**TASK DESCRIPTION:** Whenever "Left" occurs in a line of the material, list that line.

[GIVEN RECORDS — start]

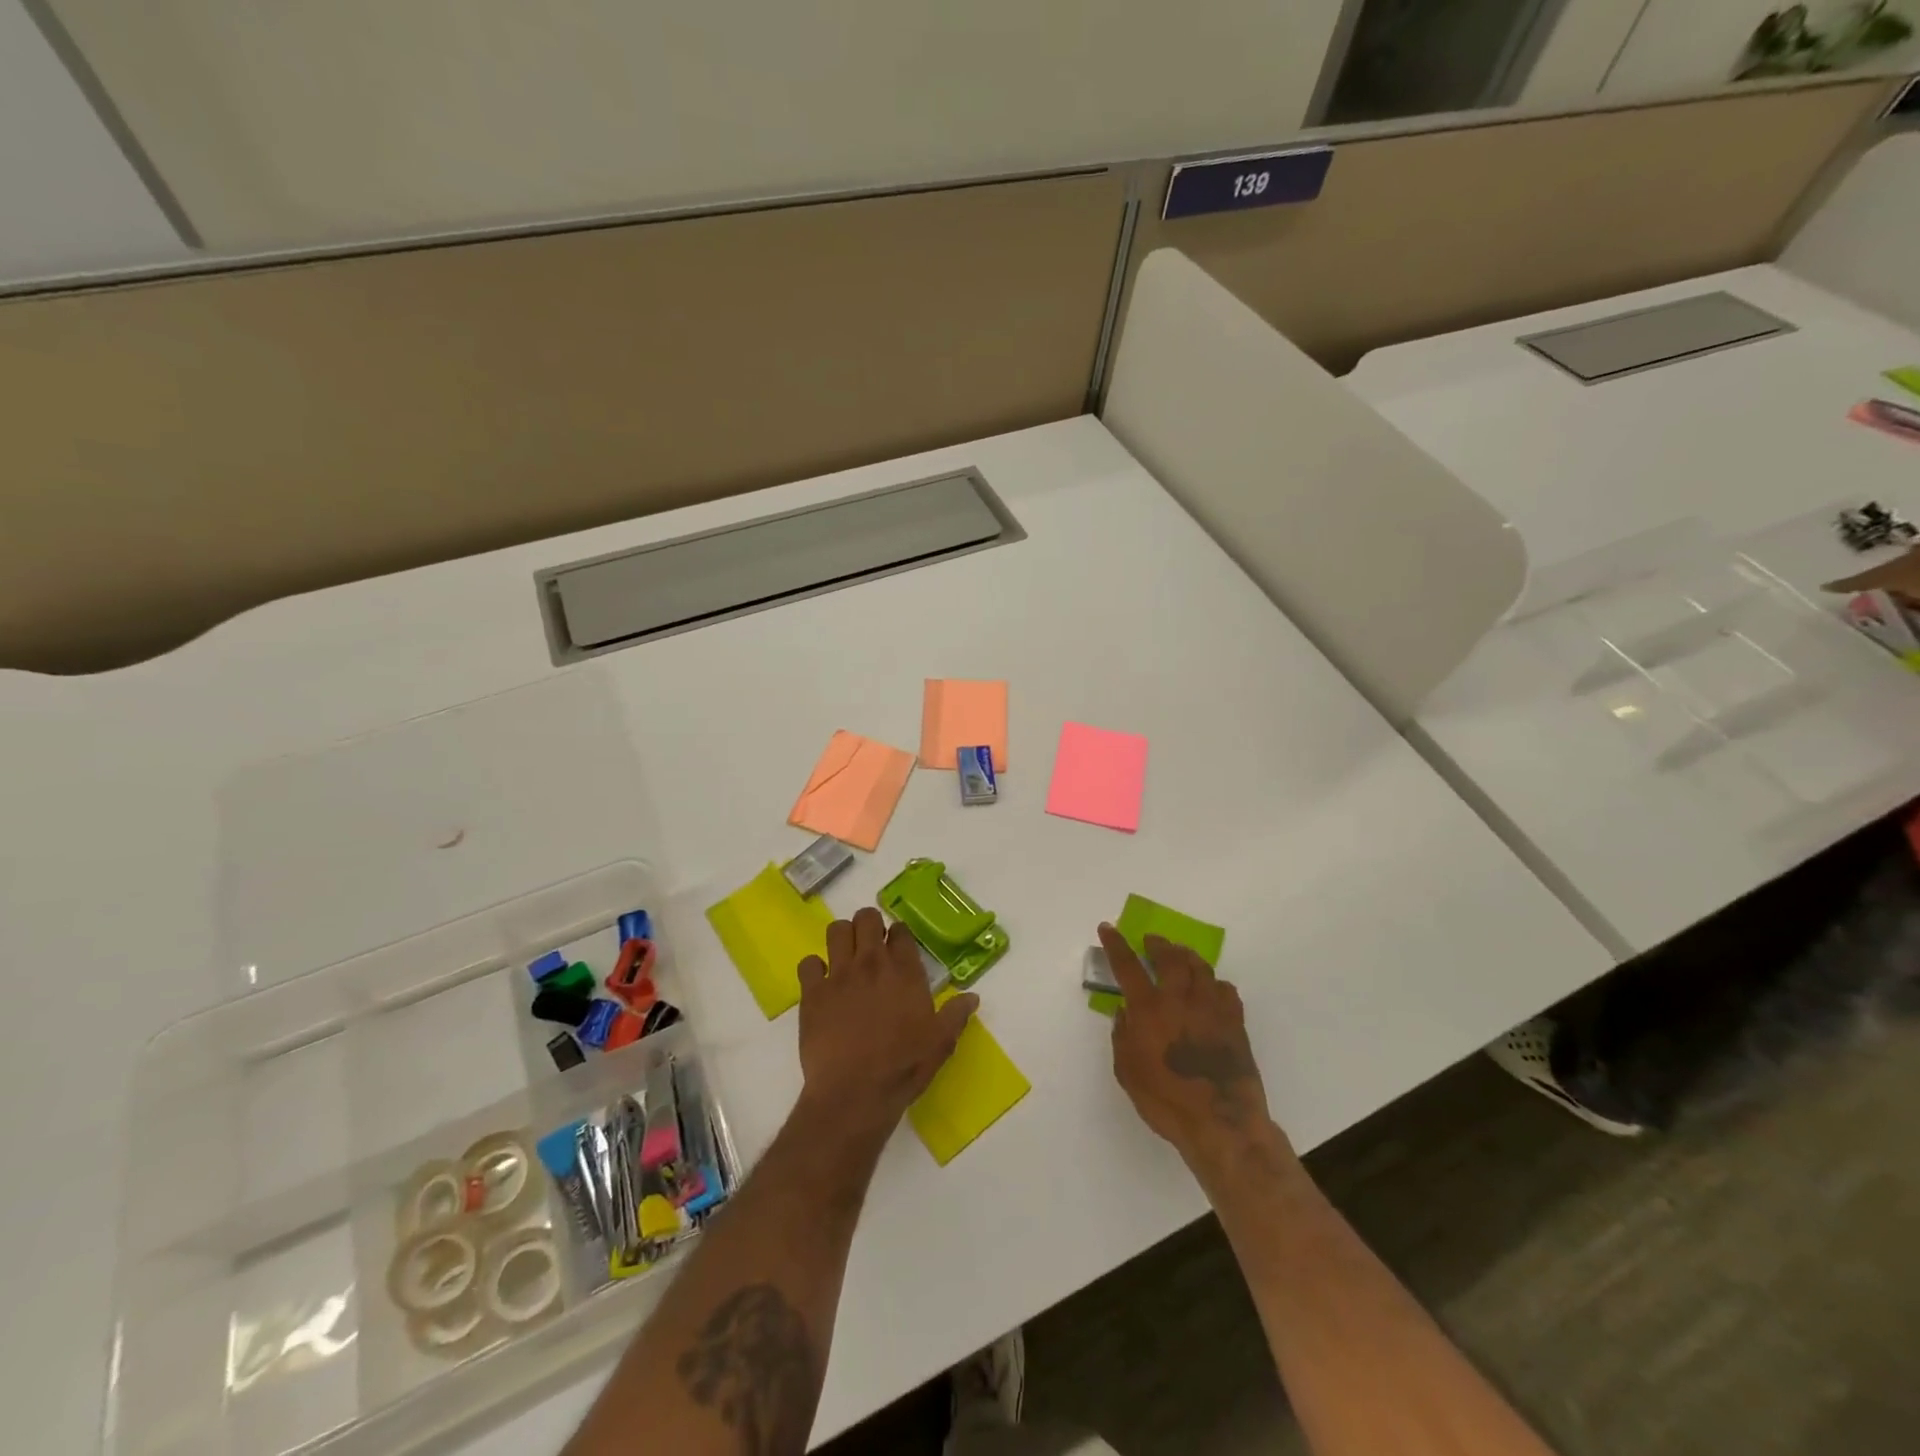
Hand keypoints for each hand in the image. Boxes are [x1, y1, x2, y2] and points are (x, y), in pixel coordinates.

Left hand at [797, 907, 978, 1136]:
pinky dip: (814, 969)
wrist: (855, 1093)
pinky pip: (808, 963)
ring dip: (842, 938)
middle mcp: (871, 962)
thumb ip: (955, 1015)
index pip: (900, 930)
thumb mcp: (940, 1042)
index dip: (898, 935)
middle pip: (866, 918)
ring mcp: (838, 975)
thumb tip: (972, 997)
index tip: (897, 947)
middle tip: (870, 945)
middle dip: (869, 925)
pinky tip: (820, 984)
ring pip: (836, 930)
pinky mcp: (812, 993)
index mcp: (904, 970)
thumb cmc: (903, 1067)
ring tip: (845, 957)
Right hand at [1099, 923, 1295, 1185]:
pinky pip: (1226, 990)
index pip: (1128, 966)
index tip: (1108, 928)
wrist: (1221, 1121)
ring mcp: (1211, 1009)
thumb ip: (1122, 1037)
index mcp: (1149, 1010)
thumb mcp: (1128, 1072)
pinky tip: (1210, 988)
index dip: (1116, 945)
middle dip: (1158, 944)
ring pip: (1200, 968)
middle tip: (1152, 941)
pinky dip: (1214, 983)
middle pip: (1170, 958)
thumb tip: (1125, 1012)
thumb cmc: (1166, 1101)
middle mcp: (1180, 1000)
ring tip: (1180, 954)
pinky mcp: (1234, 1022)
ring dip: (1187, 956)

[GIVEN RECORDS — finish]
[GIVEN RECORDS — start]

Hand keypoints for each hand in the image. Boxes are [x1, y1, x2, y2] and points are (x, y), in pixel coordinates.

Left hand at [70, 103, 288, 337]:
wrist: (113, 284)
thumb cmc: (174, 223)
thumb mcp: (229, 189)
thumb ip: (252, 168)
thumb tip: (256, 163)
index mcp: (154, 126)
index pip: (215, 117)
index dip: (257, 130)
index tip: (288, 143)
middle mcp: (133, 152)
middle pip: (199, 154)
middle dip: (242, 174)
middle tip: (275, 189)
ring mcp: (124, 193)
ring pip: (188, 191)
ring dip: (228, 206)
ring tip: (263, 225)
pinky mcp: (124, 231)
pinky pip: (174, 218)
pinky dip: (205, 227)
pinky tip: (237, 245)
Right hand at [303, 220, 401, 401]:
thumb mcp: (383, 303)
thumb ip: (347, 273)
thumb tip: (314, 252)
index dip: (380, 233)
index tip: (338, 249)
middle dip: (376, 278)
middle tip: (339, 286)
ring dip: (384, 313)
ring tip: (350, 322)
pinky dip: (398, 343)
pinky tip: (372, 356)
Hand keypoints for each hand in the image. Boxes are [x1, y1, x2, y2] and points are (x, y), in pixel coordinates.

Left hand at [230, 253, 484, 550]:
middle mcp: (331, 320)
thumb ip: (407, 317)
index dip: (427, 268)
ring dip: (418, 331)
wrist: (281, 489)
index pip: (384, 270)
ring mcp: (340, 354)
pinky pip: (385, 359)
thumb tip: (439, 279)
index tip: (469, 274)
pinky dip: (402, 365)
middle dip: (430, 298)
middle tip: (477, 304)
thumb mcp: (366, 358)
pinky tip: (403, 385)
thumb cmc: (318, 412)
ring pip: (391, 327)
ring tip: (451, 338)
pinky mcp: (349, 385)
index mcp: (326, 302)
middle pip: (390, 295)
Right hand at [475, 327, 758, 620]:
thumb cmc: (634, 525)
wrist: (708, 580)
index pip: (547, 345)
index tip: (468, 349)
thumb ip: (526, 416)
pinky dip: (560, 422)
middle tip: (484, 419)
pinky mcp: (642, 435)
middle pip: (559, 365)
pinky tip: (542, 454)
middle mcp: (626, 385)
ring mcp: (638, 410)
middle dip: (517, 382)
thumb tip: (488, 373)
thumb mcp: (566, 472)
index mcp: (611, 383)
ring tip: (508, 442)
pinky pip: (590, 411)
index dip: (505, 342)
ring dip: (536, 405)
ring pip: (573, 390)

[GIVEN RECORDS — finish]

**SOLVED PROBLEM:**
Left hand at [797, 907, 978, 1136]:
Left hand at [70, 103, 288, 337]:
Left hand at [230, 253, 484, 550]:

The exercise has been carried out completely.